C’est probablement ici qu’il faut trouver le plus énorme scandale sportif dont fut victime le XV de France en Coupe du monde. Parce qu’il s’agissait d’une finale, bien sûr. Mais surtout parce que la prestation du Sud-africain Craig Joubert fut ce jour-là en-dessous de tout… Malgré une domination totale des Bleus lors du second acte, malgré des fautes au sol répétées de Néo-Zélandais pourrissant les rucks en toute impunité, jamais Joubert n’accorda aux Bleus la pénalité qu’ils uraient mérité, hormis une occasion très lointaine manquée par Trinh-Duc. À contrario, ce jour-là, la moindre exaction bleue fut signalée, faisant dire à tous les connaisseurs en matière d’arbitrage que Joubert avait « arbitré les Français et managé les Néo-Zélandais ». En clair, que les Kiwis avaient bel et bien volé le match et le titre aux Bleus, comme un retour de karma du quart de finale 2007 et de la demi-finale 2011 réunis…

2023 : Ben O’Keeffe, initiales B.O.K.

Le plus récent n’est pas le moins douloureux. Car si World Rugby a bien retenu officiellement 3 erreurs commises par Ben O’Keeffe contre les Bleus (pour 2 subies par les Sud-Africains), c’est bien le sentiment global de voir des Springboks faire à peu près tout ce qu’ils voulaient dans les zones de ruck qui a perturbé les Bleus. Ces derniers avaient pourtant eu un aperçu de l’arbitrage du Néo-Zélandais lors de leur délicate sortie à Lille face à l’Uruguay (28-12) : malheureusement, celui-ci n’a pas suffi… De quoi faire (une fois n’est pas coutume) sortir de ses gonds le capitaine Antoine Dupont après la rencontre, même si on peut aussi lui rétorquer que les attitudes pleurnichardes de son équipe n’ont pas vraiment contribué à se mettre O’Keeffe dans la poche, tandis que le fiel des déclarations d’avant-match de Rassie Erasmus et des Springboks avaient quant à elles manifestement aiguillé l’arbitre vidéo M. Pickerill, peu désireux d’enquêter profondément sur les prétendues « simulations » des Français…

Antoine Dupont et Ben O'Keeffe lors de France - Afrique du Sud.
Antoine Dupont et Ben O’Keeffe lors de France – Afrique du Sud. Midi Olympique.

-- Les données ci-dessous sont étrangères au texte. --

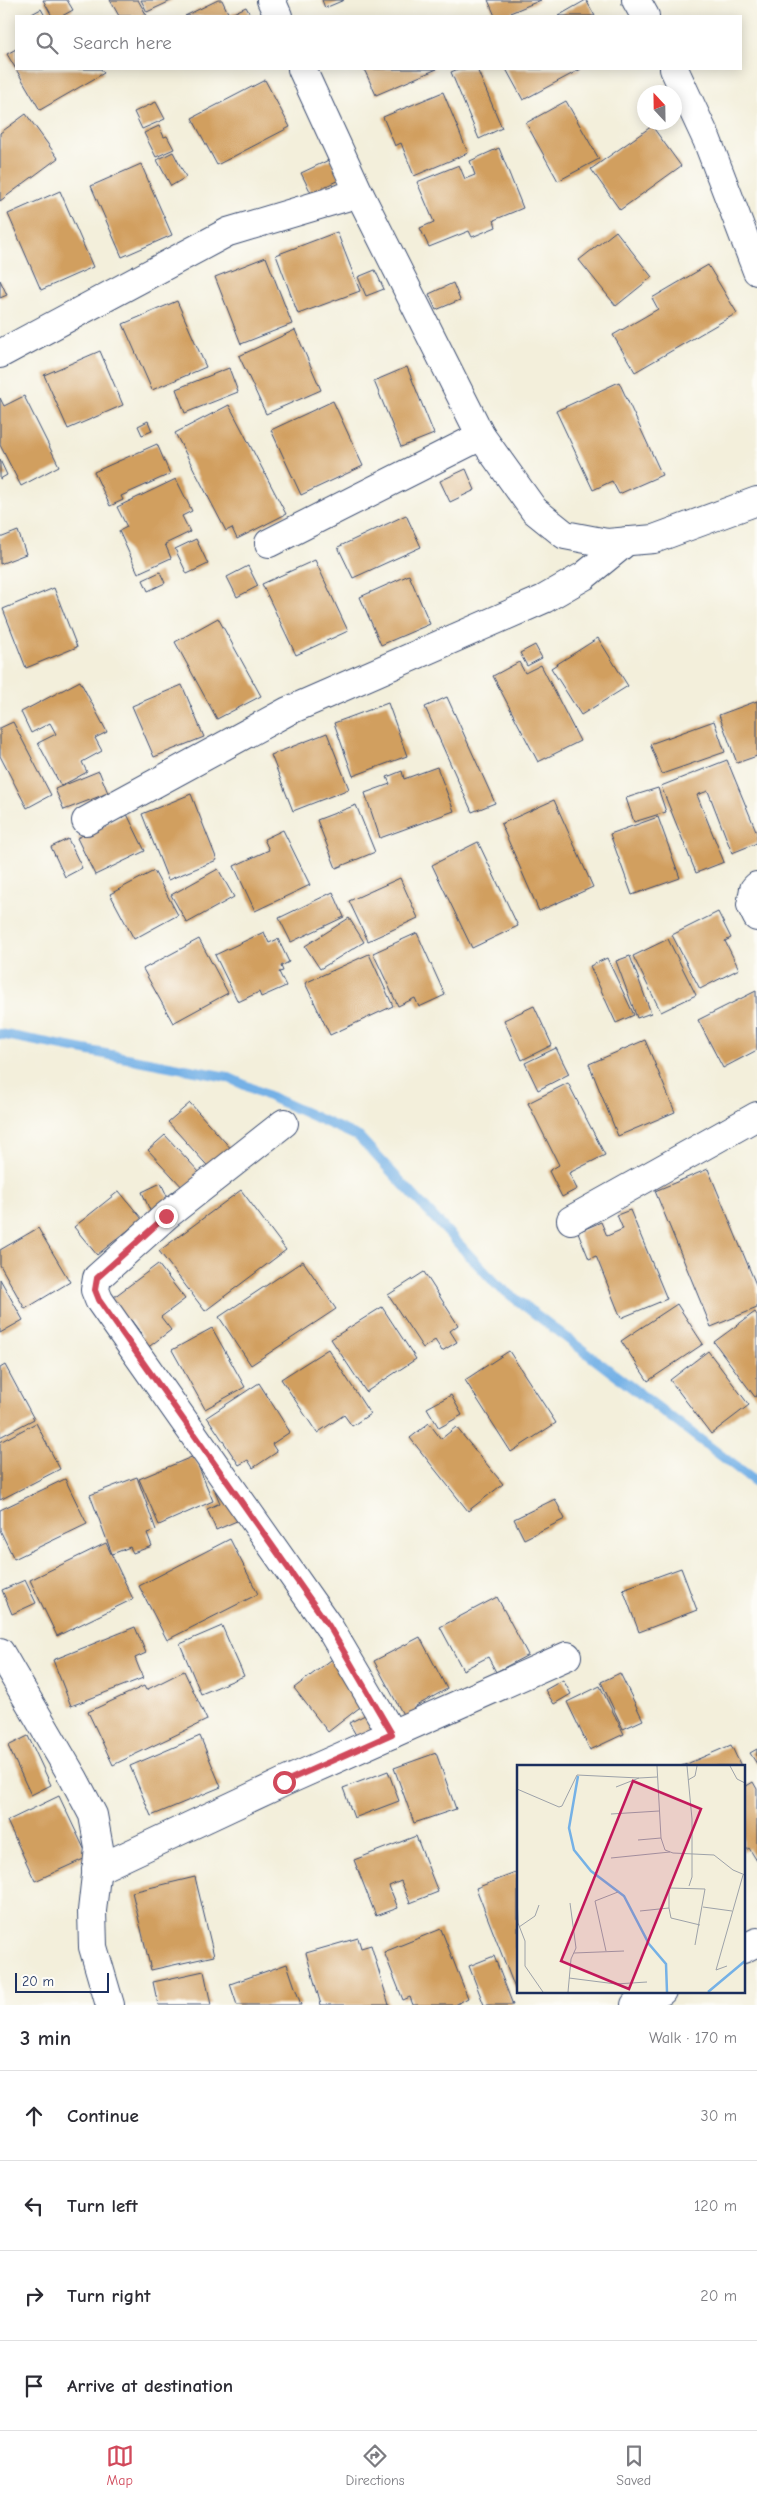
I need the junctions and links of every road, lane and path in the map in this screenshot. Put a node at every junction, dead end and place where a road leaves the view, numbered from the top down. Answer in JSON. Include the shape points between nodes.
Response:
{"nodes":[{"id":1,"x":271,"y":0,"type":"edge"},
{"id":2,"x":636,"y":0,"type":"edge"},
{"id":3,"x":278,"y":15,"type":"edge"},
{"id":4,"x":644,"y":15,"type":"edge"},
{"id":5,"x":302,"y":70,"type":"edge"},
{"id":6,"x":674,"y":70,"type":"edge"},
{"id":7,"x":359,"y":193,"type":"junction"},
{"id":8,"x":757,"y":271,"type":"edge"},
{"id":9,"x":0,"y":354,"type":"edge"},
{"id":10,"x":481,"y":436,"type":"junction"},
{"id":11,"x":757,"y":501,"type":"edge"},
{"id":12,"x":627,"y":541,"type":"junction"},
{"id":13,"x":269,"y":543,"type":"dead end"},
{"id":14,"x":86,"y":821,"type":"dead end"},
{"id":15,"x":757,"y":886,"type":"edge"},
{"id":16,"x":757,"y":917,"type":"edge"},
{"id":17,"x":757,"y":1116,"type":"edge"},
{"id":18,"x":284,"y":1123,"type":"dead end"},
{"id":19,"x":571,"y":1220,"type":"dead end"},
{"id":20,"x":0,"y":1652,"type":"edge"},
{"id":21,"x":567,"y":1656,"type":"dead end"},
{"id":22,"x":392,"y":1734,"type":"junction"},
{"id":23,"x":96,"y":1870,"type":"junction"},
{"id":24,"x":757,"y":1942,"type":"edge"},
{"id":25,"x":744,"y":1948,"type":"edge"},
{"id":26,"x":660,"y":1992,"type":"edge"},
{"id":27,"x":110,"y":2005,"type":"edge"},
{"id":28,"x":635,"y":2005,"type":"edge"}],
"edges":[{"from":1,"to":3,"type":"street"},
{"from":2,"to":4,"type":"street"},
{"from":5,"to":7,"type":"street"},
{"from":6,"to":8,"type":"street","via":[[707,140]]},
{"from":7,"to":9,"type":"street","via":[[228,232]]},
{"from":7,"to":10,"type":"street"},
{"from":10,"to":12,"type":"street","via":[[534,510],[565,535],[607,543]]},
{"from":10,"to":13,"type":"street"},
{"from":11,"to":12,"type":"street","via":[[654,539]]},
{"from":12,"to":14,"type":"street","via":[[584,576],[544,599],[288,711]]},
{"from":15,"to":16,"type":"street","via":[[751,905]]},
{"from":17,"to":19,"type":"street"},
{"from":18,"to":22,"type":"street","via":[[166,1216],[97,1278],[95,1290],[329,1626]]},
{"from":20,"to":23,"type":"street","via":[[93,1815],[99,1848]]},
{"from":21,"to":22,"type":"street"},
{"from":22,"to":23,"type":"street"},
{"from":23,"to":27,"type":"street","via":[[93,1947]]},
{"from":24,"to":25,"type":"street"},
{"from":26,"to":28,"type":"street"}]}
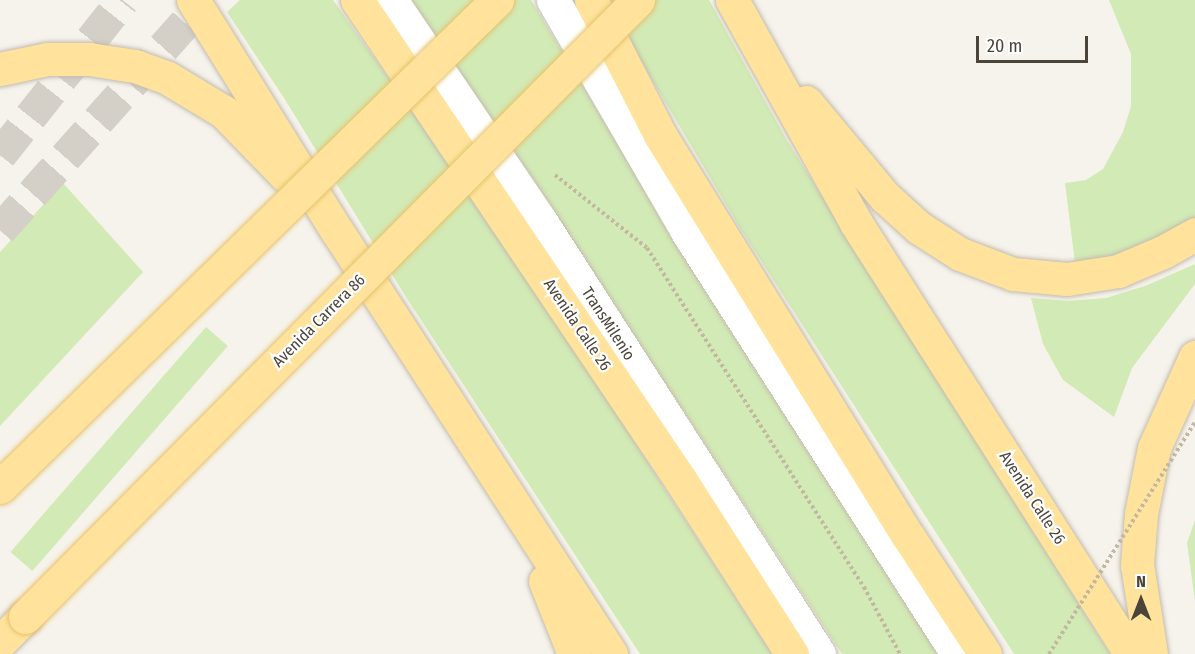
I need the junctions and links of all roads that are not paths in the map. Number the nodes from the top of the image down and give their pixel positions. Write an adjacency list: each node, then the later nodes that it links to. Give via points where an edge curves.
1 (193, 0): 11 (main road)
2 (357, 0): 19 (main road, Avenida Calle 26, via 680,479)
3 (391, 0): 20 (lane, TransMilenio, via 540,220)
4 (497, 0): 14 (main road, bridge)
5 (553, 0): 21 (lane, via 688,233)
6 (591, 0): 22 (main road, via 660,135)
7 (638, 0): 16 (main road, Avenida Carrera 86, bridge)
8 (732, 0): 9 (main road, Avenida Calle 26)
9 (747, 30): 12 (main road, via 885,198 918,227 960,254 1012,274 1067,279 1118,271); 23 (main road, Avenida Calle 26, via 856,223)
10 (0, 69): 11 (main road, via 47,59 89,59 135,66 166,77 224,112)
11 (337, 231): 15 (main road)
12 (1195, 234)
13 (1195, 357): 24 (main road, via 1154,448 1141,514 1137,565)
14 (0, 487)
15 (512, 502): 17 (main road); 18 (main road)
16 (0, 642)
17 (574, 654)
18 (611, 654)
19 (792, 654)
20 (819, 654)
21 (957, 654)
22 (985, 654)
23 (1131, 654)
24 (1150, 654)

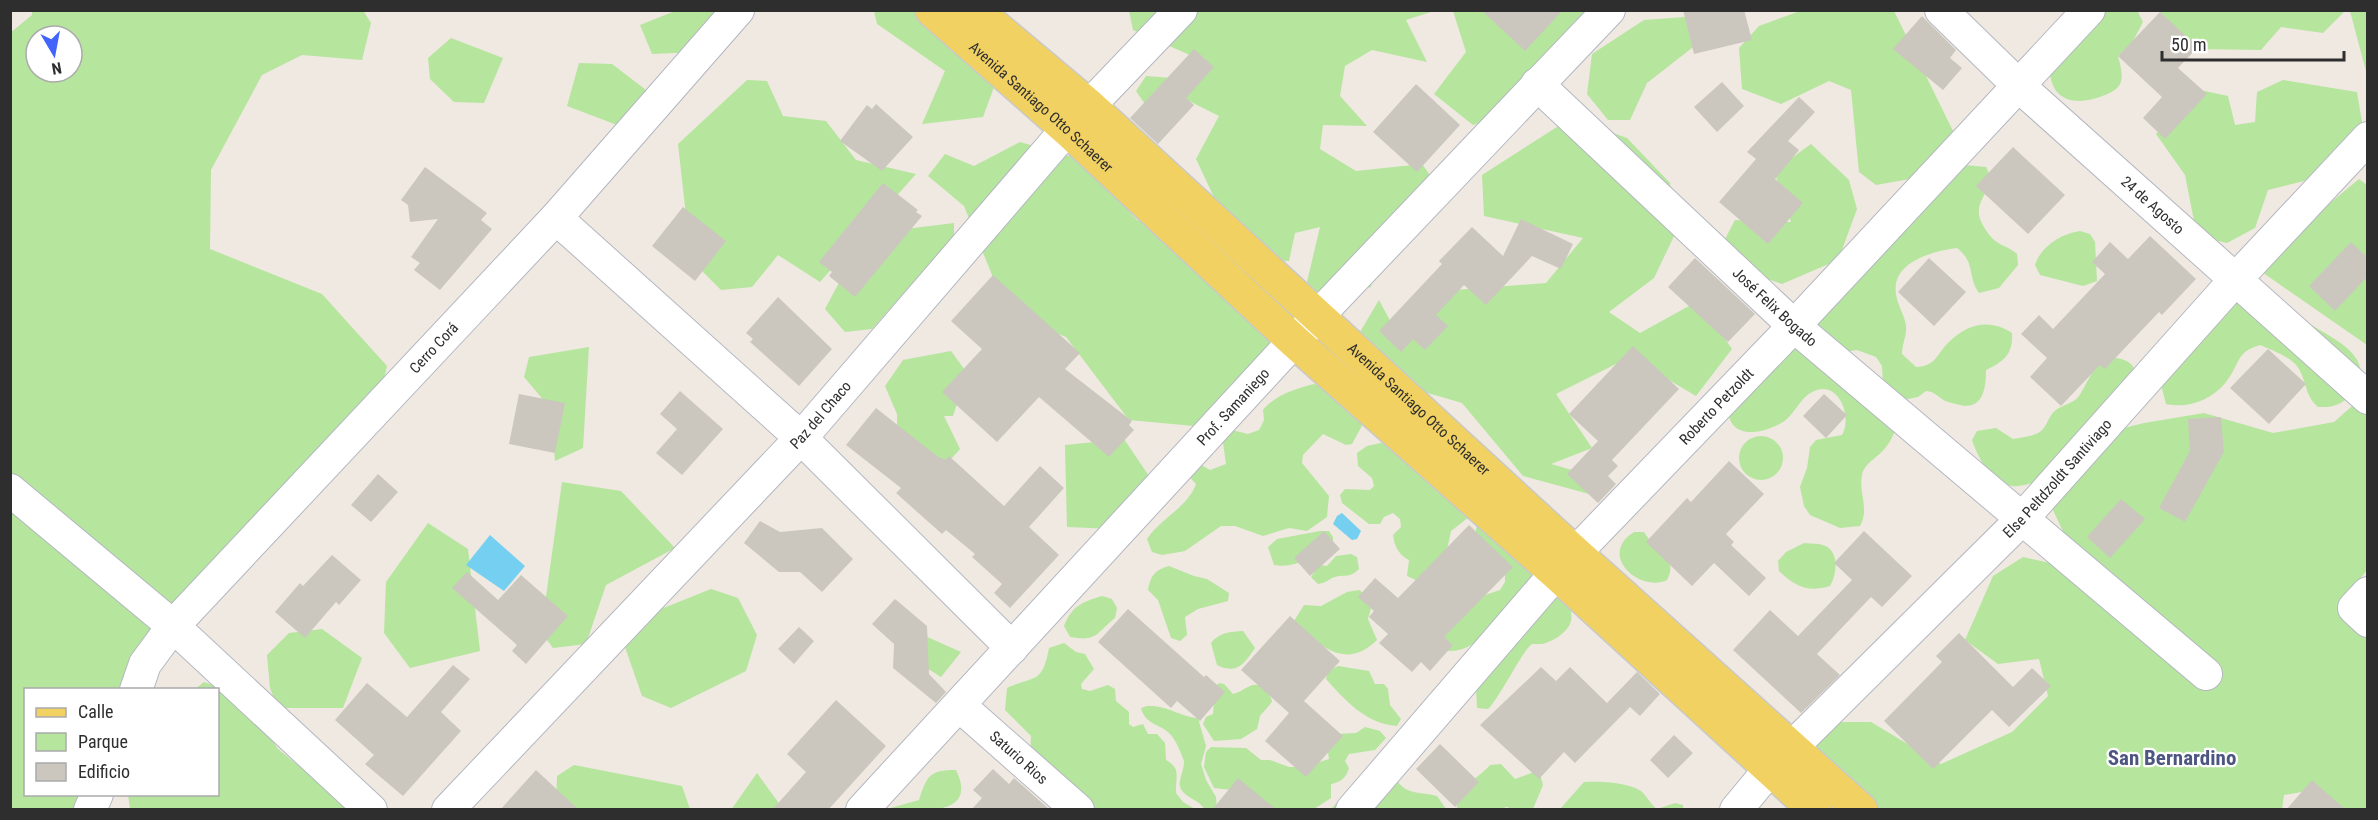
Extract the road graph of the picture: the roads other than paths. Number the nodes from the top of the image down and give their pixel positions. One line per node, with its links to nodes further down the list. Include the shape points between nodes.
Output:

1987 : Blanco, l’ascendant du magicien

On a toujours entendu que les grands joueurs n’étaient pas arbitrés comme les autres. Au temps du rugby amateur, cela était on ne peut plus vrai. On en veut pour preuve que lors de cette première Coupe du monde, en 1987, le « Pelé du rugby » Serge Blanco n’a pas eu beaucoup à se plaindre des décisions des officiels. Lors du match de poule contre l’Écosse, l’arrière du XV de France réussit en effet un véritable coup de Trafalgar, jouant à la main une pénalité pendant que les Écossais, persuadés que Blanco allait tenter la pénalité, s’étaient réunis en cercle, dos au ballon. Un acte pas vraiment fair-play mais permis avec la complicité de l’arbitre anglais Fred Howard. Le match nul ainsi décroché permettant aux Bleus d’éviter les All Blacks en quarts… On pourrait aussi parler de cette demi-finale d’anthologie contre l’Australie, dont l’essai de la victoire inscrit par… Serge Blanco avait au vu des images au moins deux raisons d’être annulé, entre un monumental hors-jeu d’Alain Lorieux et le plongeon victorieux de Blanco, à l’extrême limite du passage en touche.
Que M. Anderson aurait probablement aussi pu refuser à un joueur « lambda », serait-on tenté de dire…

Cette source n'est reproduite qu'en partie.